ASSIGNED TASK:
Precise copying is required. Return the data below in full.

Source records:
━━━━━━━━━━━━━━━━━━━━
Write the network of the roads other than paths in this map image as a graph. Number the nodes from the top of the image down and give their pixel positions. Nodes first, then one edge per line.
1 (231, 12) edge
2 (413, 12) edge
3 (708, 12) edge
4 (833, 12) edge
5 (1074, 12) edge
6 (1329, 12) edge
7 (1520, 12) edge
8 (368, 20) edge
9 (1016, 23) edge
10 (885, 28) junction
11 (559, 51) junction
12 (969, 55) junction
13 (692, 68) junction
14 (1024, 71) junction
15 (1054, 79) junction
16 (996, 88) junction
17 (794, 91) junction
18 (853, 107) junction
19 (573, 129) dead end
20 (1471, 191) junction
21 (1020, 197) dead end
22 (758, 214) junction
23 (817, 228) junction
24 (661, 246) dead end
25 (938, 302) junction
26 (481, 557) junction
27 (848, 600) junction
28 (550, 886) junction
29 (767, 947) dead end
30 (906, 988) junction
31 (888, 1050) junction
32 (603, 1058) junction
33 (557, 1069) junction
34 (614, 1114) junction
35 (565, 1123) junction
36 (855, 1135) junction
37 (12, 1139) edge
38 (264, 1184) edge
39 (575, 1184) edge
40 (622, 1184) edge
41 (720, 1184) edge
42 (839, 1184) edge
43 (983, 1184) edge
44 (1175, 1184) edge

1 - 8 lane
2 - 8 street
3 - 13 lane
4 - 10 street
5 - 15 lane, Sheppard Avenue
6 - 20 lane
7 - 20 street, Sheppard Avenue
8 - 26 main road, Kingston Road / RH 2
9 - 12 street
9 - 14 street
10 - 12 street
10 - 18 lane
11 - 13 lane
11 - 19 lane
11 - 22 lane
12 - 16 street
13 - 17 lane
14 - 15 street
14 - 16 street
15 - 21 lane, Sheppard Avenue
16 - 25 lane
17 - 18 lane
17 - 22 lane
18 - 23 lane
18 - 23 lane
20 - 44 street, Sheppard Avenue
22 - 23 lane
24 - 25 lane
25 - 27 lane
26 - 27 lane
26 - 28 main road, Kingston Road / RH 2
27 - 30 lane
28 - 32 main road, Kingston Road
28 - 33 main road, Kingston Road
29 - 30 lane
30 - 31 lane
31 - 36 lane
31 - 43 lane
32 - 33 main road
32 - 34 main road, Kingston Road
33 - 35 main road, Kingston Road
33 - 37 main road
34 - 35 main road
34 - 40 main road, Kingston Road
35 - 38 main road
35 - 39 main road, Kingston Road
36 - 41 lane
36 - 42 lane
━━━━━━━━━━━━━━━━━━━━
WRITTEN RESPONSE:
Write the network of the roads other than paths in this map image as a graph. Number the nodes from the top of the image down and give their pixel positions. Nodes first, then one edge per line.
1 (231, 12) edge
2 (413, 12) edge
3 (708, 12) edge
4 (833, 12) edge
5 (1074, 12) edge
6 (1329, 12) edge
7 (1520, 12) edge
8 (368, 20) edge
9 (1016, 23) edge
10 (885, 28) junction
11 (559, 51) junction
12 (969, 55) junction
13 (692, 68) junction
14 (1024, 71) junction
15 (1054, 79) junction
16 (996, 88) junction
17 (794, 91) junction
18 (853, 107) junction
19 (573, 129) dead end
20 (1471, 191) junction
21 (1020, 197) dead end
22 (758, 214) junction
23 (817, 228) junction
24 (661, 246) dead end
25 (938, 302) junction
26 (481, 557) junction
27 (848, 600) junction
28 (550, 886) junction
29 (767, 947) dead end
30 (906, 988) junction
31 (888, 1050) junction
32 (603, 1058) junction
33 (557, 1069) junction
34 (614, 1114) junction
35 (565, 1123) junction
36 (855, 1135) junction
37 (12, 1139) edge
38 (264, 1184) edge
39 (575, 1184) edge
40 (622, 1184) edge
41 (720, 1184) edge
42 (839, 1184) edge
43 (983, 1184) edge
44 (1175, 1184) edge

1 - 8 lane
2 - 8 street
3 - 13 lane
4 - 10 street
5 - 15 lane, Sheppard Avenue
6 - 20 lane
7 - 20 street, Sheppard Avenue
8 - 26 main road, Kingston Road / RH 2
9 - 12 street
9 - 14 street
10 - 12 street
10 - 18 lane
11 - 13 lane
11 - 19 lane
11 - 22 lane
12 - 16 street
13 - 17 lane
14 - 15 street
14 - 16 street
15 - 21 lane, Sheppard Avenue
16 - 25 lane
17 - 18 lane
17 - 22 lane
18 - 23 lane
18 - 23 lane
20 - 44 street, Sheppard Avenue
22 - 23 lane
24 - 25 lane
25 - 27 lane
26 - 27 lane
26 - 28 main road, Kingston Road / RH 2
27 - 30 lane
28 - 32 main road, Kingston Road
28 - 33 main road, Kingston Road
29 - 30 lane
30 - 31 lane
31 - 36 lane
31 - 43 lane
32 - 33 main road
32 - 34 main road, Kingston Road
33 - 35 main road, Kingston Road
33 - 37 main road
34 - 35 main road
34 - 40 main road, Kingston Road
35 - 38 main road
35 - 39 main road, Kingston Road
36 - 41 lane
36 - 42 lane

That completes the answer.